## Work required
Filter the material, keeping only lines with the word "points".

## Listed records
------------------------------
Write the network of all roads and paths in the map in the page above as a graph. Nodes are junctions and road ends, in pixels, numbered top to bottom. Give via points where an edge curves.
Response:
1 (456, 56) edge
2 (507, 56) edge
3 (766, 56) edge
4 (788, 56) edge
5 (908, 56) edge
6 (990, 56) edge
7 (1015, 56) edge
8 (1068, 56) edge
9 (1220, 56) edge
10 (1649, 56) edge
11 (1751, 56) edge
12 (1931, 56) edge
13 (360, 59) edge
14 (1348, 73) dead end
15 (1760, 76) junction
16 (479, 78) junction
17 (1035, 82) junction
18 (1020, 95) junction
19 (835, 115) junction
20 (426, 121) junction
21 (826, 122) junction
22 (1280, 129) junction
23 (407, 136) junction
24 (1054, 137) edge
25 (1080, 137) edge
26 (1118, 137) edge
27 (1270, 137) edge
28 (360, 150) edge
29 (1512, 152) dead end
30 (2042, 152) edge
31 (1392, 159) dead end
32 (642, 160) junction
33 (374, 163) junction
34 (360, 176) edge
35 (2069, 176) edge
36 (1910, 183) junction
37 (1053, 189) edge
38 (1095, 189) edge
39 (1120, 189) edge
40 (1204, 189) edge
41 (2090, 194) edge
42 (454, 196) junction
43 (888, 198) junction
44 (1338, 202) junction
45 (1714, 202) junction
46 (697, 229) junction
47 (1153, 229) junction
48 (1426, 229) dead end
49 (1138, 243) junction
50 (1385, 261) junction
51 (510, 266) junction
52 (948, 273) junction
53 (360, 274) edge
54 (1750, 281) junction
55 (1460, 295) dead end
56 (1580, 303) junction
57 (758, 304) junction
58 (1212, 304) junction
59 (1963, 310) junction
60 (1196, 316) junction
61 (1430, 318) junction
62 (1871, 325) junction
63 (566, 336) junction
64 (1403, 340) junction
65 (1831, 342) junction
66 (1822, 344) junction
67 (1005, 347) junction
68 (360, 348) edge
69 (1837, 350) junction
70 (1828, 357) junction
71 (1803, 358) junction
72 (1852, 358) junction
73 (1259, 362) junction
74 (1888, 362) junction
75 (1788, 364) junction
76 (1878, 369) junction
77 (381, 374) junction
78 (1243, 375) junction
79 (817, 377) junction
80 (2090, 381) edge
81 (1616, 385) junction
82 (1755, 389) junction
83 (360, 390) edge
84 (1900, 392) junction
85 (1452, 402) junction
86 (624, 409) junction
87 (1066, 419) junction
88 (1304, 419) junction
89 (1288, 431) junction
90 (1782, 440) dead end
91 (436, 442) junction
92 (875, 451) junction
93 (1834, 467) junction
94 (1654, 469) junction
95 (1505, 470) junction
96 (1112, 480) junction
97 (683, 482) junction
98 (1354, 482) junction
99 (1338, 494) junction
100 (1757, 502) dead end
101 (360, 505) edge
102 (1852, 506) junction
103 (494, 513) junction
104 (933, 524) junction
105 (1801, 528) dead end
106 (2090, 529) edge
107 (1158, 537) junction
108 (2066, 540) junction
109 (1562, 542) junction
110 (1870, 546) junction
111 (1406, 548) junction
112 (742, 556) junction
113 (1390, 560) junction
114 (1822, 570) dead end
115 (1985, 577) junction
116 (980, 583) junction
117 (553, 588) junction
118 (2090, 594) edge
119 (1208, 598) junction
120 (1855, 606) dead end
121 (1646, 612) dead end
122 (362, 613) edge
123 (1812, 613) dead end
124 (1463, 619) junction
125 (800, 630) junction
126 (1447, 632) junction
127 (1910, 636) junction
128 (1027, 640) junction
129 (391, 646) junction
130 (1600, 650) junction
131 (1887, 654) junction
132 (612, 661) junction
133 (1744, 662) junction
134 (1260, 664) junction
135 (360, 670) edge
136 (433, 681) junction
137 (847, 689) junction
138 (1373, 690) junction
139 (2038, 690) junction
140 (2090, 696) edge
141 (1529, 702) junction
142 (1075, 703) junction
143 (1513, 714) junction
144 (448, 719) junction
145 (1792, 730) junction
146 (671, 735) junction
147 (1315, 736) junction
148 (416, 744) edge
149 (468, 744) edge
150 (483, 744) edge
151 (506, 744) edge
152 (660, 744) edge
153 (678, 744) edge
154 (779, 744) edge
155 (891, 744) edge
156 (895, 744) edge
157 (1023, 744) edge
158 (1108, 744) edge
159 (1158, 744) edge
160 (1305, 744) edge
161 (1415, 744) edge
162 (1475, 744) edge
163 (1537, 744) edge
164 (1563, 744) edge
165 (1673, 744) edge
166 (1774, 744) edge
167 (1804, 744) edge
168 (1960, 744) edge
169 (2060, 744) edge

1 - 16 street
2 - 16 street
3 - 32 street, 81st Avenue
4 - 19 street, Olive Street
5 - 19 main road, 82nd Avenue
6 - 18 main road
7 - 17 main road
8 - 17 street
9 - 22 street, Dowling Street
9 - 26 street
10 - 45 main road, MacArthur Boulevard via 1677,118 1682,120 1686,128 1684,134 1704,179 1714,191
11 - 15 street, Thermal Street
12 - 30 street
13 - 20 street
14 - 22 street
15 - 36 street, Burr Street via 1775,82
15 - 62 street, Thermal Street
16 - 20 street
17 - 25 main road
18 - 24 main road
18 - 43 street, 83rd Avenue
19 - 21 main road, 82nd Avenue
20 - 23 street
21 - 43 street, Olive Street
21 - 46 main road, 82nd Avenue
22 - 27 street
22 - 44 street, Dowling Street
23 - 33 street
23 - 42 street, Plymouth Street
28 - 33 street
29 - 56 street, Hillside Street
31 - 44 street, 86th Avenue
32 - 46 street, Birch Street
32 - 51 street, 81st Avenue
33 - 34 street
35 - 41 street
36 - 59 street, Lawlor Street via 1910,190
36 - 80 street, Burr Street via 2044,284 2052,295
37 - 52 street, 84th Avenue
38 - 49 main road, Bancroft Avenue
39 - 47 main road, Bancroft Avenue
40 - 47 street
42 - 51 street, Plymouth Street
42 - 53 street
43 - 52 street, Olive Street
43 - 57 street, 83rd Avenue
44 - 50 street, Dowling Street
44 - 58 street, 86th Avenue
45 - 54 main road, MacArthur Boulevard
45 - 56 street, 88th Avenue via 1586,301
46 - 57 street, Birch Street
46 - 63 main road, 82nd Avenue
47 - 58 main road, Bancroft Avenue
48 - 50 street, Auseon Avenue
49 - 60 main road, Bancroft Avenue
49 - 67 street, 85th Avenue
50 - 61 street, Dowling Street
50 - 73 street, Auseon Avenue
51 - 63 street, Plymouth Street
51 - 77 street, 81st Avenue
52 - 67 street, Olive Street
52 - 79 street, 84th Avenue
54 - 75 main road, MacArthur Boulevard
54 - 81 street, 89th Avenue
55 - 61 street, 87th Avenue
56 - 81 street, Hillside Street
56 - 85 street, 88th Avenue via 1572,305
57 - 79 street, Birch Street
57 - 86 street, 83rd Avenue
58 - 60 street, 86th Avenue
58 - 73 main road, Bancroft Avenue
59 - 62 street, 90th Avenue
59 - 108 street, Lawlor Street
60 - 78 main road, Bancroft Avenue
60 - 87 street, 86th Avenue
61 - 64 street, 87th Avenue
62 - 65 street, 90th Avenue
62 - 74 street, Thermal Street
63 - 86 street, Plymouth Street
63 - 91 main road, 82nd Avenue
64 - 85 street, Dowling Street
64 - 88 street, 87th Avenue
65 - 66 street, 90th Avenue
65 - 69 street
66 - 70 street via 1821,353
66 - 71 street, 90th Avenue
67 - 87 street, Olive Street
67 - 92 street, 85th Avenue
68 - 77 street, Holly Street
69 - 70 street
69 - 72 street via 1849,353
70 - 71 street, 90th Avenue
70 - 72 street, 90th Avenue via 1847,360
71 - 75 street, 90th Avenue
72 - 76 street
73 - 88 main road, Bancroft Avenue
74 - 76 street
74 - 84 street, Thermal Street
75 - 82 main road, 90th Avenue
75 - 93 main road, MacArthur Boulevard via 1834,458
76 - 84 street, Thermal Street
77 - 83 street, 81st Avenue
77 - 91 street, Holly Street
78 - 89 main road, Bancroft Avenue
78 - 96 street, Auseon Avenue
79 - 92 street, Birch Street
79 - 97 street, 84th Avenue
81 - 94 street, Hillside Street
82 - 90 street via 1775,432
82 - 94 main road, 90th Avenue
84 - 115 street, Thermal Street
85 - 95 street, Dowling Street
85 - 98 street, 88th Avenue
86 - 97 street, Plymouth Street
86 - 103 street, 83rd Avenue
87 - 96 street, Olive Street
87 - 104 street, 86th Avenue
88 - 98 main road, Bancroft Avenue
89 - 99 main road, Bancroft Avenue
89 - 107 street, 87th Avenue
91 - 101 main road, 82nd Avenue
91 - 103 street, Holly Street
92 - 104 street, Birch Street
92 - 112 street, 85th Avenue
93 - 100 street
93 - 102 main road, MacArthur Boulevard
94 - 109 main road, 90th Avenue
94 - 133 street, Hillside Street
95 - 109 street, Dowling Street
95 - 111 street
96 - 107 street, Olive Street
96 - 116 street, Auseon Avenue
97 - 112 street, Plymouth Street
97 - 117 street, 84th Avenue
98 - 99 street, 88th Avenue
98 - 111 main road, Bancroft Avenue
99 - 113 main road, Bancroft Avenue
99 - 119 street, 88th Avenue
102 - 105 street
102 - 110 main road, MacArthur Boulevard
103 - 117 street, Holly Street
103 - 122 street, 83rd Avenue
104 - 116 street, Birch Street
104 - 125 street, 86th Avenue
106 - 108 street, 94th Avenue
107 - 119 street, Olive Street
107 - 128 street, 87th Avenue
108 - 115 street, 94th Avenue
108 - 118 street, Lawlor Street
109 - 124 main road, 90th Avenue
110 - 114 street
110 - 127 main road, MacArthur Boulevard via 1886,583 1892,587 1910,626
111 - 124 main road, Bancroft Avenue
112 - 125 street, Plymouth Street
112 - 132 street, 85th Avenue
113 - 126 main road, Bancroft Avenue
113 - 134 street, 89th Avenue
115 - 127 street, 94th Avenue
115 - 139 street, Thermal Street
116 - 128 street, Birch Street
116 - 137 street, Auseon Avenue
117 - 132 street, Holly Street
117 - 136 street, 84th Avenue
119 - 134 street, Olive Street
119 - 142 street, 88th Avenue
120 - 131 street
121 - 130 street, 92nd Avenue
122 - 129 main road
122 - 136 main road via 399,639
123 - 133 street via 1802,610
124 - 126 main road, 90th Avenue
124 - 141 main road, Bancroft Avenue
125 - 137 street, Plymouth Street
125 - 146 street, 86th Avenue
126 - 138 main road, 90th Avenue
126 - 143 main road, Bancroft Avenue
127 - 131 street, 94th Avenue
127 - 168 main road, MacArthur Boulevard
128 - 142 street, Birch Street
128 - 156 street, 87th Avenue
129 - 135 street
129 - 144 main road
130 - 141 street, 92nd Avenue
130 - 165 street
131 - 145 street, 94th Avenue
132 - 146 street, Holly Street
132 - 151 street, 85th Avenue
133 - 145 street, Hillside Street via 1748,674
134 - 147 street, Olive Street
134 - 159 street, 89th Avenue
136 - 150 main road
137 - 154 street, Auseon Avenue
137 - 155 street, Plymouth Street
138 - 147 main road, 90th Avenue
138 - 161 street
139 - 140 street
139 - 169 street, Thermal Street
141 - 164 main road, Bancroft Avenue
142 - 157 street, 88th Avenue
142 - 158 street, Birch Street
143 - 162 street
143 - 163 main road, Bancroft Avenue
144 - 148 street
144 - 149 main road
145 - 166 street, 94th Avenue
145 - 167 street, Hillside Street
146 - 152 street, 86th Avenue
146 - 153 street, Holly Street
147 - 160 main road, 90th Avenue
------------------------------
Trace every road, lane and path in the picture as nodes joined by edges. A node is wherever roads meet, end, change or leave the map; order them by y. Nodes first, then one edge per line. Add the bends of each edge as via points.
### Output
------------------------------
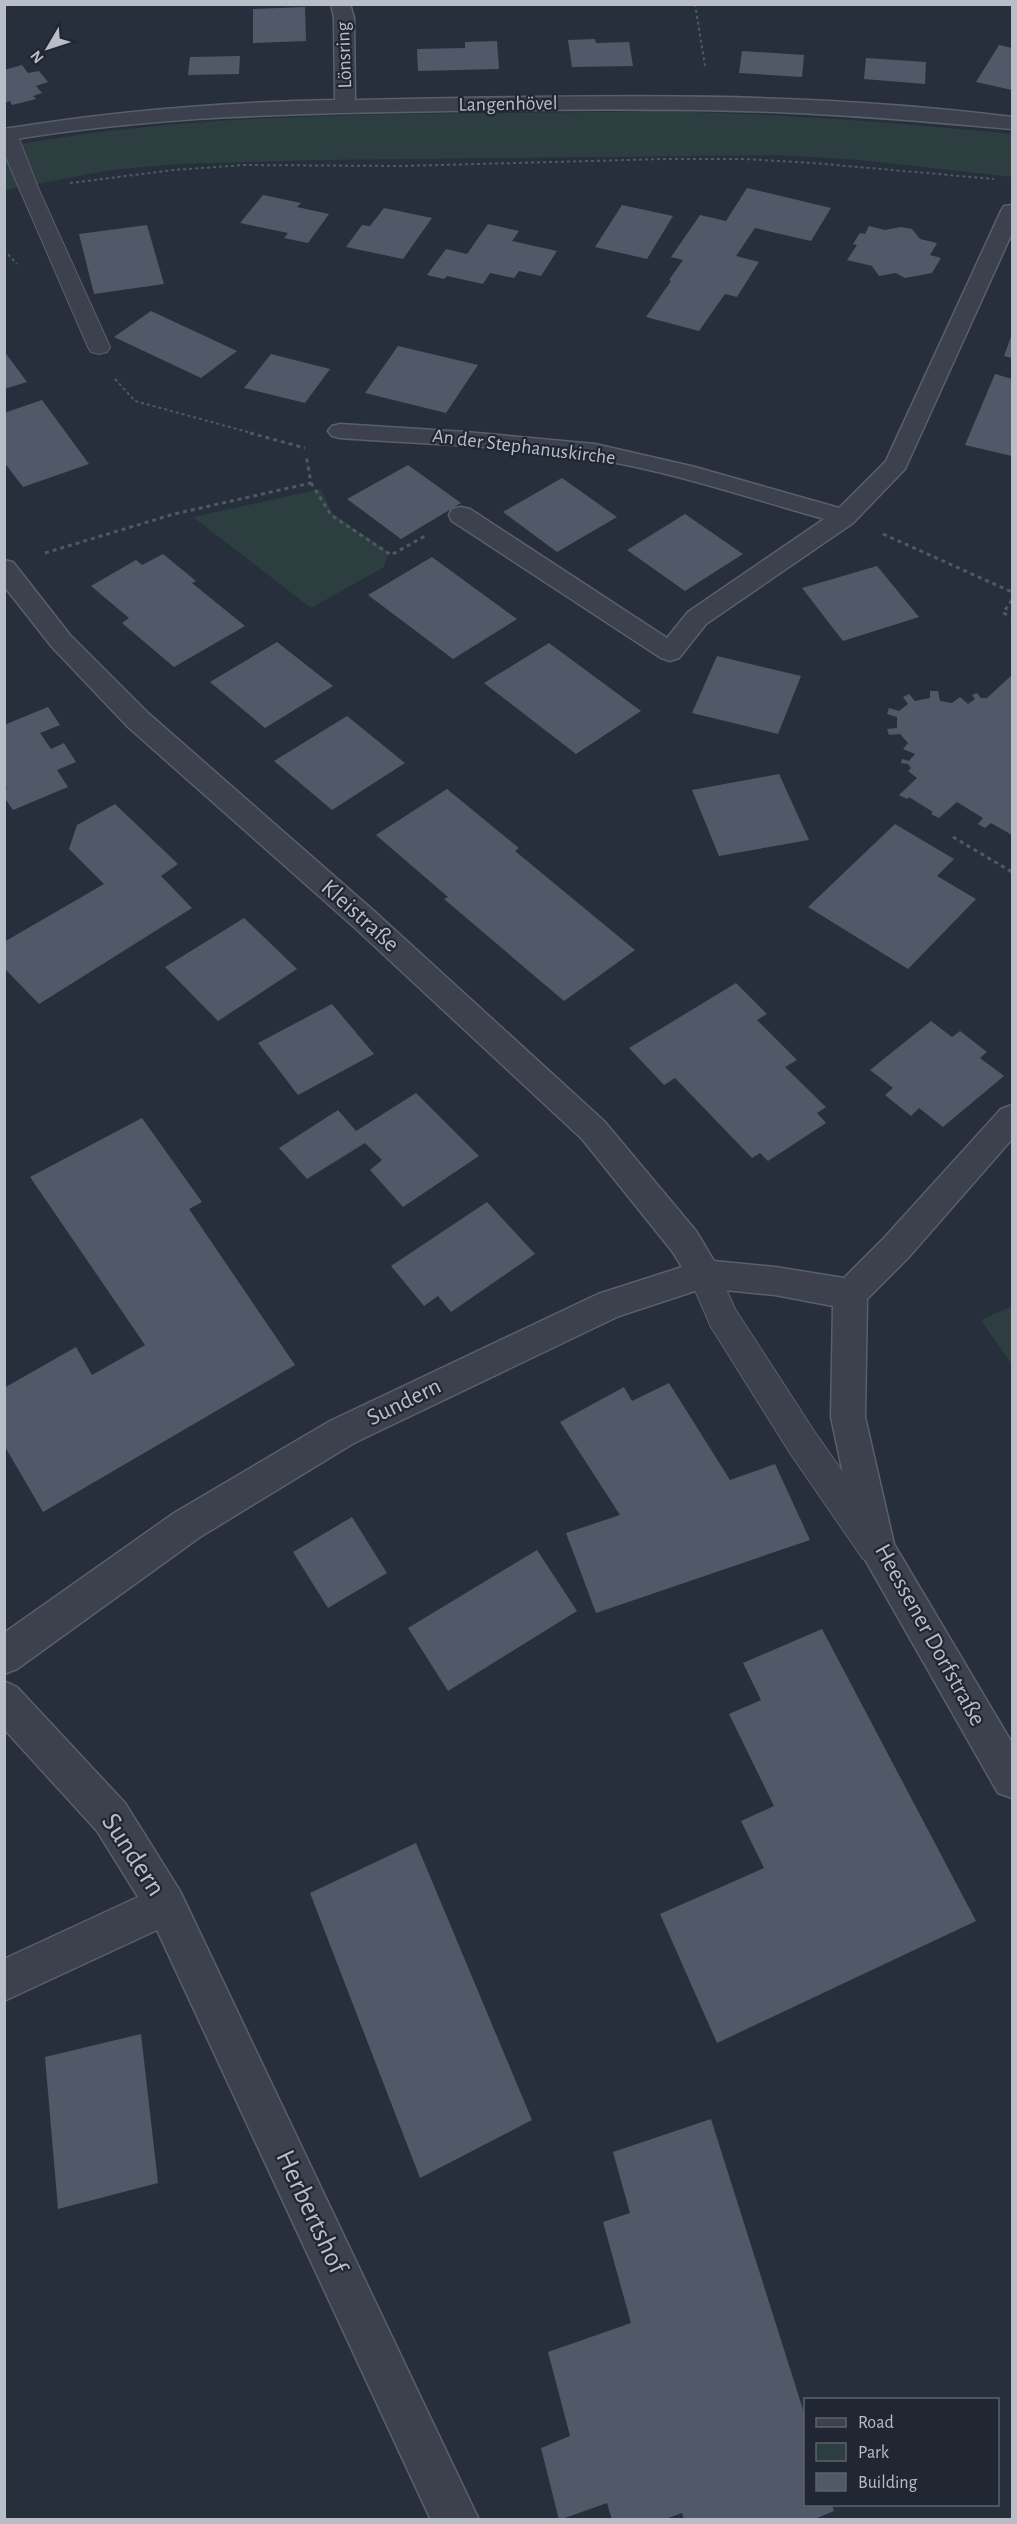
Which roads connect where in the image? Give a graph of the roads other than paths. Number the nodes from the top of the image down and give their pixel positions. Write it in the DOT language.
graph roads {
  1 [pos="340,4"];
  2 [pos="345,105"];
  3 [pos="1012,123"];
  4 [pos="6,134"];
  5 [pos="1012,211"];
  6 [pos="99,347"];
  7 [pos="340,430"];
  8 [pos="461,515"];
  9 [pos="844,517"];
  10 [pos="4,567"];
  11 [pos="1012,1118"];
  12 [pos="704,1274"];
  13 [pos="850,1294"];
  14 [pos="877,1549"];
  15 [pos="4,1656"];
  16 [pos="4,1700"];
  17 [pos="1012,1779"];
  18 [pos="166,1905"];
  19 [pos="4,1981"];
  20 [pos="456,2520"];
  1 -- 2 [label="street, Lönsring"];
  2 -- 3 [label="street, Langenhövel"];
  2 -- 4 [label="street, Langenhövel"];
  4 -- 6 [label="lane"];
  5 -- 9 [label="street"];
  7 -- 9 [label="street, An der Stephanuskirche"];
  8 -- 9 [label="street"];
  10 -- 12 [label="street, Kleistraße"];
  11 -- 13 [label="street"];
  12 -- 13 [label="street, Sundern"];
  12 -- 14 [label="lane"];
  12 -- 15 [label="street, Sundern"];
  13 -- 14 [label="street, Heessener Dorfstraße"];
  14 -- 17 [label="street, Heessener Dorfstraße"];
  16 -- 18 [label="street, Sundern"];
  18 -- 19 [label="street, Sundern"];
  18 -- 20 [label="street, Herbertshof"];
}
------------------------------
## Response below
Write the network of all roads and paths in the map in the page above as a graph. Nodes are junctions and road ends, in pixels, numbered top to bottom. Give via points where an edge curves.
Trace every road, lane and path in the picture as nodes joined by edges. A node is wherever roads meet, end, change or leave the map; order them by y. Nodes first, then one edge per line. Add the bends of each edge as via points.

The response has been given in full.